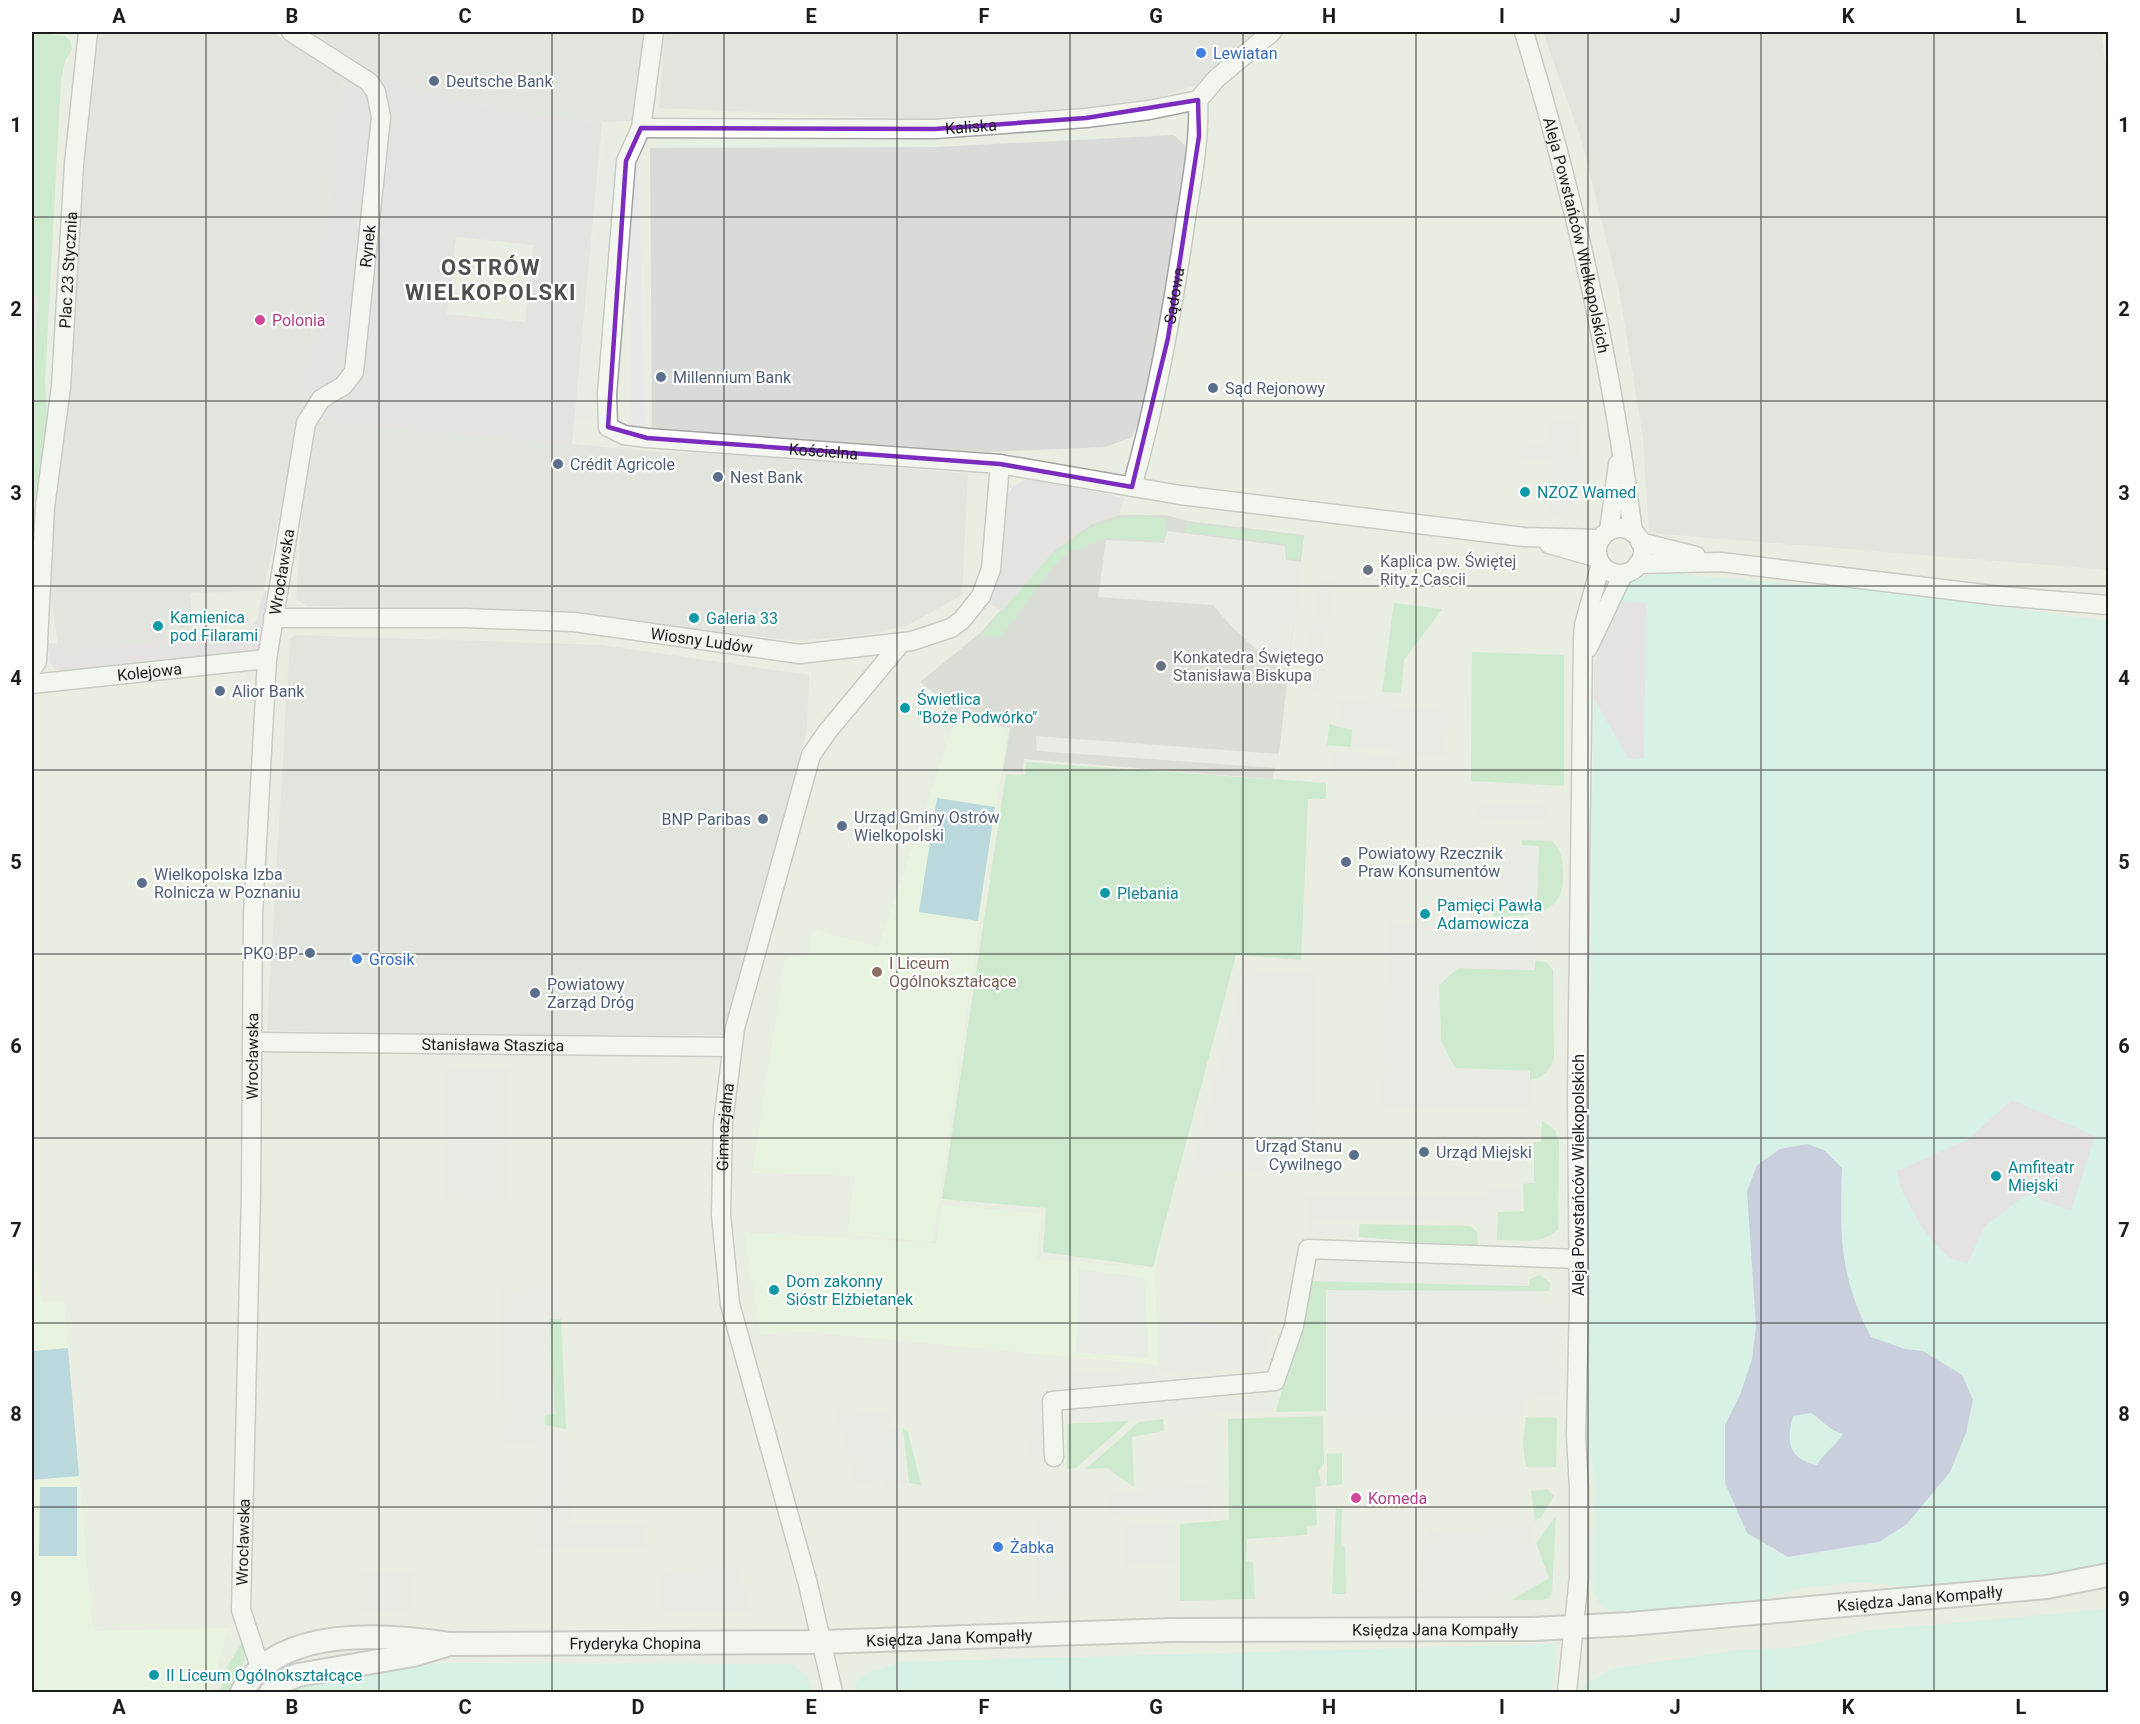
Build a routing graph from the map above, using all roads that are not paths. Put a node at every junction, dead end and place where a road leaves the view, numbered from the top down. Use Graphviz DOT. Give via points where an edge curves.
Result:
graph roads {
  1 [pos="88,32"];
  2 [pos="291,32"];
  3 [pos="654,32"];
  4 [pos="1272,32"];
  5 [pos="1524,32"];
  6 [pos="1198,100"];
  7 [pos="641,128"];
  8 [pos="308,417"];
  9 [pos="1621,441"];
  10 [pos="999,464"];
  11 [pos="1132,487"];
  12 [pos="38,511"];
  13 [pos="1605,535"];
  14 [pos="1524,537"];
  15 [pos="1637,538"];
  16 [pos="1600,561"];
  17 [pos="1721,562"];
  18 [pos="1638,564"];
  19 [pos="1623,574"];
  20 [pos="2109,605"];
  21 [pos="273,618"];
  22 [pos="901,643"];
  23 [pos="1585,657"];
  24 [pos="267,659"];
  25 [pos="32,669"];
  26 [pos="32,684"];
  27 [pos="253,1042"];
  28 [pos="732,1047"];
  29 [pos="1578,1259"];
  30 [pos="1054,1457"];
  31 [pos="2109,1575"];
  32 [pos="2048,1587"];
  33 [pos="2109,1588"];
  34 [pos="1574,1627"];
  35 [pos="821,1642"];
  36 [pos="450,1644"];
  37 [pos="261,1667"];
  38 [pos="278,1686"];
  39 [pos="242,1692"];
  40 [pos="833,1692"];
  41 [pos="1568,1692"];
  1 -- 12 [label="street, Plac 23 Stycznia" via="74,164 61,387"];
  2 -- 8 [label="street, Rynek" via="372,86 380,104 381,127 354,372 344,386 321,399"];
  3 -- 7 [label="street"];
  4 -- 6 [label="street" via="1216,78"];
  5 -- 9 [label="street, Aleja Powstańców Wielkopolskich" via="1582,246"];
  6 -- 7 [label="street, Kaliska" via="1086,118 935,129"];
  6 -- 11 [label="street, Sądowa" via="1199,136 1168,338"];
  7 -- 10 [label="street, Kościelna" via="626,161 607,394 608,427 624,435 647,438"];
  8 -- 21 [label="street, Wrocławska"];
  9 -- 13 [label="street, Aleja Powstańców Wielkopolskich"];
  9 -- 15 [label="street, Aleja Powstańców Wielkopolskich"];
  10 -- 11 [label="street, Kościelna"];
  10 -- 22 [label="street, Wiosny Ludów" via="991,569 981,596 951,628"];
  11 -- 14 [label="street, Kościelna"];
  12 -- 25 [label="street, Plac 23 Stycznia" via="37,661"];
  13 -- 14 [label="street"];
  13 -- 15 [label="street" via="1622,529"];
  13 -- 16 [label="street" via="1598,545"];
  14 -- 16 [label="street"];
  15 -- 17 [label="street"];
  15 -- 18 [label="street" via="1642,553"];
  16 -- 19 [label="street" via="1610,572"];
  16 -- 23 [label="street, Aleja Powstańców Wielkopolskich" via="1584,625"];
  17 -- 18 [label="street"];
  17 -- 20 [label="street" via="2000,596"];
  18 -- 19 [label="street"];
  19 -- 23 [label="street, Aleja Powstańców Wielkopolskich"];
  21 -- 22 [label="street, Wiosny Ludów" via="574,622 800,654"];
  21 -- 24 [label="street, Wrocławska"];
  22 -- 28 [label="street, Gimnazjalna" via="811,755"];
  23 -- 29 [label="street, Aleja Powstańców Wielkopolskich"];
  24 -- 26 [label="street, Kolejowa"];
  24 -- 27 [label="street, Wrocławska" via="253,915"];
  27 -- 28 [label="street, Stanisława Staszica"];
  27 -- 37 [label="street, Wrocławska" via="241,1610"];
  28 -- 35 [label="street, Gimnazjalna" via="723,1123 721,1215 730,1304"];
  29 -- 30 [label="street" via="1308,1249 1294,1326 1275,1381 1052,1401"];
  29 -- 34 [label="street, Aleja Powstańców Wielkopolskich" via="1579,1577"];
  31 -- 32 [label="street, Księdza Jana Kompałły"];
  32 -- 33 [label="street, Księdza Jana Kompałły"];
  32 -- 34 [label="street, Księdza Jana Kompałły"];
  34 -- 35 [label="street, Księdza Jana Kompałły" via="1160,1630"];
  34 -- 41 [label="street, Aleja Powstańców Wielkopolskich"];
  35 -- 36 [label="street, Fryderyka Chopina"];
  35 -- 40 [label="street, Gimnazjalna"];
  36 -- 37 [label="street, Fryderyka Chopina" via="395,1638 315,1643 284,1651"];
  36 -- 38 [label="street, Fryderyka Chopina" via="413,1655 321,1669"];
  37 -- 39 [label="street"];
}
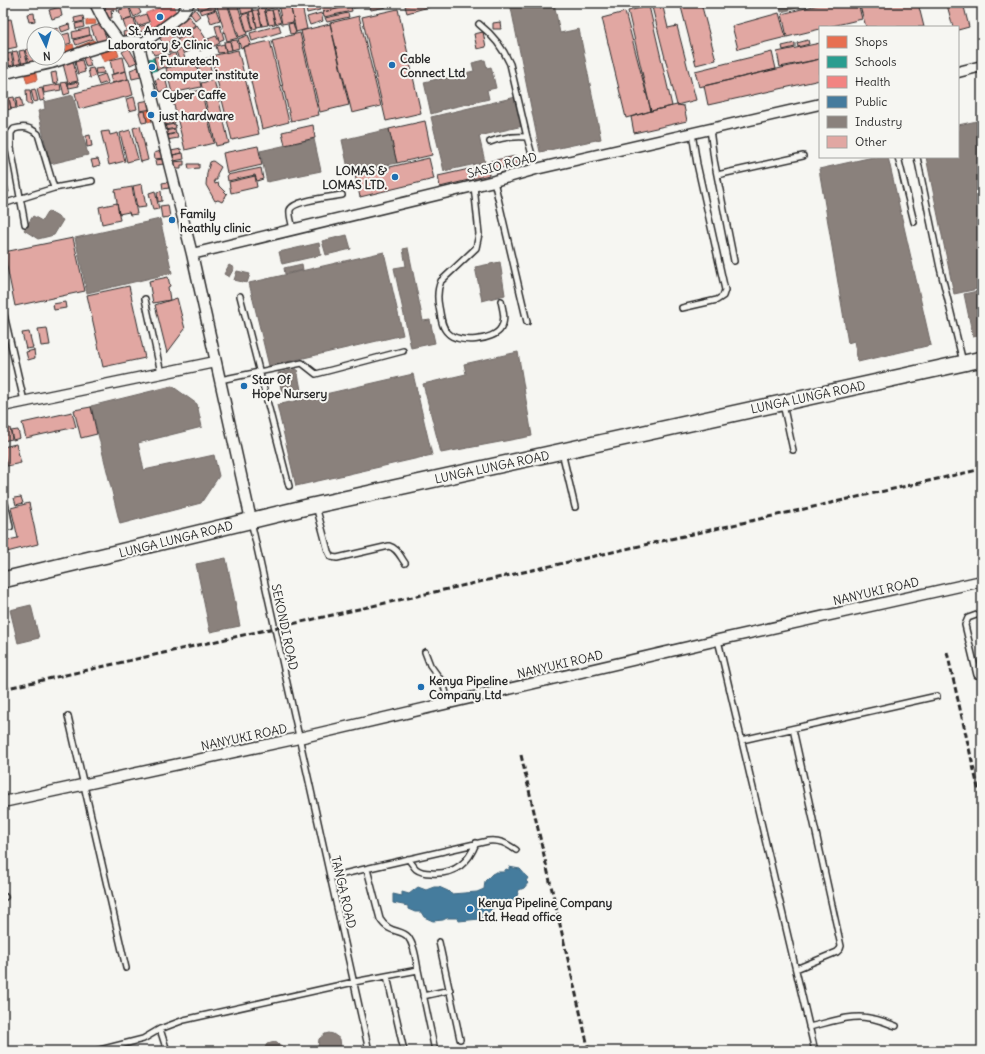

_WORK TO BE COMPLETED_
Give back the records above exactly, with no pictures.

_ANSWER SECTION_
Build a routing graph from the map above, using all roads that are not paths. Put a node at every junction, dead end and place where a road leaves the view, numbered from the top down. Use Graphviz DOT. Give via points where an edge curves.
Result:
graph roads {
  1 [pos="88,32"];
  2 [pos="291,32"];
  3 [pos="654,32"];
  4 [pos="1272,32"];
  5 [pos="1524,32"];
  6 [pos="1198,100"];
  7 [pos="641,128"];
  8 [pos="308,417"];
  9 [pos="1621,441"];
  10 [pos="999,464"];
  11 [pos="1132,487"];
  12 [pos="38,511"];
  13 [pos="1605,535"];
  14 [pos="1524,537"];
  15 [pos="1637,538"];
  16 [pos="1600,561"];
  17 [pos="1721,562"];
  18 [pos="1638,564"];
  19 [pos="1623,574"];
  20 [pos="2109,605"];
  21 [pos="273,618"];
  22 [pos="901,643"];
  23 [pos="1585,657"];
  24 [pos="267,659"];
  25 [pos="32,669"];
  26 [pos="32,684"];
  27 [pos="253,1042"];
  28 [pos="732,1047"];
  29 [pos="1578,1259"];
  30 [pos="1054,1457"];
  31 [pos="2109,1575"];
  32 [pos="2048,1587"];
  33 [pos="2109,1588"];
  34 [pos="1574,1627"];
  35 [pos="821,1642"];
  36 [pos="450,1644"];
  37 [pos="261,1667"];
  38 [pos="278,1686"];
  39 [pos="242,1692"];
  40 [pos="833,1692"];
  41 [pos="1568,1692"];
  1 -- 12 [label="street, Plac 23 Stycznia" via="74,164 61,387"];
  2 -- 8 [label="street, Rynek" via="372,86 380,104 381,127 354,372 344,386 321,399"];
  3 -- 7 [label="street"];
  4 -- 6 [label="street" via="1216,78"];
  5 -- 9 [label="street, Aleja Powstańców Wielkopolskich" via="1582,246"];
  6 -- 7 [label="street, Kaliska" via="1086,118 935,129"];
  6 -- 11 [label="street, Sądowa" via="1199,136 1168,338"];
  7 -- 10 [label="street, Kościelna" via="626,161 607,394 608,427 624,435 647,438"];
  8 -- 21 [label="street, Wrocławska"];
  9 -- 13 [label="street, Aleja Powstańców Wielkopolskich"];
  9 -- 15 [label="street, Aleja Powstańców Wielkopolskich"];
  10 -- 11 [label="street, Kościelna"];
  10 -- 22 [label="street, Wiosny Ludów" via="991,569 981,596 951,628"];
  11 -- 14 [label="street, Kościelna"];
  12 -- 25 [label="street, Plac 23 Stycznia" via="37,661"];
  13 -- 14 [label="street"];
  13 -- 15 [label="street" via="1622,529"];
  13 -- 16 [label="street" via="1598,545"];
  14 -- 16 [label="street"];
  15 -- 17 [label="street"];
  15 -- 18 [label="street" via="1642,553"];
  16 -- 19 [label="street" via="1610,572"];
  16 -- 23 [label="street, Aleja Powstańców Wielkopolskich" via="1584,625"];
  17 -- 18 [label="street"];
  17 -- 20 [label="street" via="2000,596"];
  18 -- 19 [label="street"];
  19 -- 23 [label="street, Aleja Powstańców Wielkopolskich"];
  21 -- 22 [label="street, Wiosny Ludów" via="574,622 800,654"];
  21 -- 24 [label="street, Wrocławska"];
  22 -- 28 [label="street, Gimnazjalna" via="811,755"];
  23 -- 29 [label="street, Aleja Powstańców Wielkopolskich"];
  24 -- 26 [label="street, Kolejowa"];
  24 -- 27 [label="street, Wrocławska" via="253,915"];
  27 -- 28 [label="street, Stanisława Staszica"];
  27 -- 37 [label="street, Wrocławska" via="241,1610"];
  28 -- 35 [label="street, Gimnazjalna" via="723,1123 721,1215 730,1304"];
  29 -- 30 [label="street" via="1308,1249 1294,1326 1275,1381 1052,1401"];
  29 -- 34 [label="street, Aleja Powstańców Wielkopolskich" via="1579,1577"];
  31 -- 32 [label="street, Księdza Jana Kompałły"];
  32 -- 33 [label="street, Księdza Jana Kompałły"];
  32 -- 34 [label="street, Księdza Jana Kompałły"];
  34 -- 35 [label="street, Księdza Jana Kompałły" via="1160,1630"];
  34 -- 41 [label="street, Aleja Powstańców Wielkopolskich"];
  35 -- 36 [label="street, Fryderyka Chopina"];
  35 -- 40 [label="street, Gimnazjalna"];
  36 -- 37 [label="street, Fryderyka Chopina" via="395,1638 315,1643 284,1651"];
  36 -- 38 [label="street, Fryderyka Chopina" via="413,1655 321,1669"];
  37 -- 39 [label="street"];
}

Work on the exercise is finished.